Records for this exercise =
··········

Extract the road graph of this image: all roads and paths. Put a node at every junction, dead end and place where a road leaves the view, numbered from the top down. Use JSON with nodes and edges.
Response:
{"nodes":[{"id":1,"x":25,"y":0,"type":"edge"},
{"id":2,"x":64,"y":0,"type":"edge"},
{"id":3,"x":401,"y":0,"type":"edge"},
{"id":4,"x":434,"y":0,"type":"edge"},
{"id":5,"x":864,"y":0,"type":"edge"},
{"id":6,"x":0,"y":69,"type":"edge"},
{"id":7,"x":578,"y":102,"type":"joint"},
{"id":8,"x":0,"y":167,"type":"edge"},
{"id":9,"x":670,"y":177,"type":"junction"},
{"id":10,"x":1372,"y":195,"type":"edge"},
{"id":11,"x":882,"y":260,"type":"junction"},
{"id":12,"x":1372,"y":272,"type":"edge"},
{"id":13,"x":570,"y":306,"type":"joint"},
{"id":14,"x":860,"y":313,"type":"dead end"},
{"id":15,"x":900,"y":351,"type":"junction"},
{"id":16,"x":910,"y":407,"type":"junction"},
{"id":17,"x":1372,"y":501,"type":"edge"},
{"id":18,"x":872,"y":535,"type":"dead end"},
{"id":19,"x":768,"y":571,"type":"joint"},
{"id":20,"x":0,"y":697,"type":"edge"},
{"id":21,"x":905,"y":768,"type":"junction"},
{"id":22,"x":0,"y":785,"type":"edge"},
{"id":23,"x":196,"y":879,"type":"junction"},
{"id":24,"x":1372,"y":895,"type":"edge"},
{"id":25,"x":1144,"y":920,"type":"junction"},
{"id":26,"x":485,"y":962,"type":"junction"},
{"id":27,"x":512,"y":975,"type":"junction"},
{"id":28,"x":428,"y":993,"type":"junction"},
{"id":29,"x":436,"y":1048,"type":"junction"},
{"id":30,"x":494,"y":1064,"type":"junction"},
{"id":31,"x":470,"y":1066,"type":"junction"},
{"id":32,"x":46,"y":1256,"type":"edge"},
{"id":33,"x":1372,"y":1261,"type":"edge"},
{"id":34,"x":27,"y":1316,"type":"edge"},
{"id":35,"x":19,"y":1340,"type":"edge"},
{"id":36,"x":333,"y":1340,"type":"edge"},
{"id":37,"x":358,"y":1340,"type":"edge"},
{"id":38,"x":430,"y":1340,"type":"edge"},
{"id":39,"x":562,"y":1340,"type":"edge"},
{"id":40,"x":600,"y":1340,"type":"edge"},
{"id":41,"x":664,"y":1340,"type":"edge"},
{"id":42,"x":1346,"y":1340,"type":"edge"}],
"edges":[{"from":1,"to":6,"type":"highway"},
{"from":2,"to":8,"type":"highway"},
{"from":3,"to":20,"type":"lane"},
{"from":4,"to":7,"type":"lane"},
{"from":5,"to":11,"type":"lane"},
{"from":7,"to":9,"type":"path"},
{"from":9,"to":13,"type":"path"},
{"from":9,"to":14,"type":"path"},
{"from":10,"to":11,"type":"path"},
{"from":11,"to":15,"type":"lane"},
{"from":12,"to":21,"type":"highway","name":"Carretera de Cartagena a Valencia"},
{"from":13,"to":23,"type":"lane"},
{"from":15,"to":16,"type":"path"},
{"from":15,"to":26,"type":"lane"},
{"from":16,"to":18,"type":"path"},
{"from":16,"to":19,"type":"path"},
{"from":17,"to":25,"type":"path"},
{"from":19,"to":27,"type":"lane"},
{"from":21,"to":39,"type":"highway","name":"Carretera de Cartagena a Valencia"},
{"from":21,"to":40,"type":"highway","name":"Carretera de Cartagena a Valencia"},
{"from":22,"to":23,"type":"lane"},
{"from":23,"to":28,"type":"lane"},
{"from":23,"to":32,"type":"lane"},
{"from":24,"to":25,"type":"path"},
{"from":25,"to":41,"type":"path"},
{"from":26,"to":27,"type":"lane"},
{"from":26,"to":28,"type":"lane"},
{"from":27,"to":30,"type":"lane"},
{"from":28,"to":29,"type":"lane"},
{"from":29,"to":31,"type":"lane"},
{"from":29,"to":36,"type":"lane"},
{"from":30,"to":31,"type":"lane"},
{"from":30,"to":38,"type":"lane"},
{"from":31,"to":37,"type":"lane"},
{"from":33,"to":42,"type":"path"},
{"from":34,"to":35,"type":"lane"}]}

··········

Work instruction =
I need each line of the entries that holds the string "Valencia" located and copied.

Your solution =
{"from":12,"to":21,"type":"highway","name":"Carretera de Cartagena a Valencia"},
{"from":21,"to":39,"type":"highway","name":"Carretera de Cartagena a Valencia"},
{"from":21,"to":40,"type":"highway","name":"Carretera de Cartagena a Valencia"},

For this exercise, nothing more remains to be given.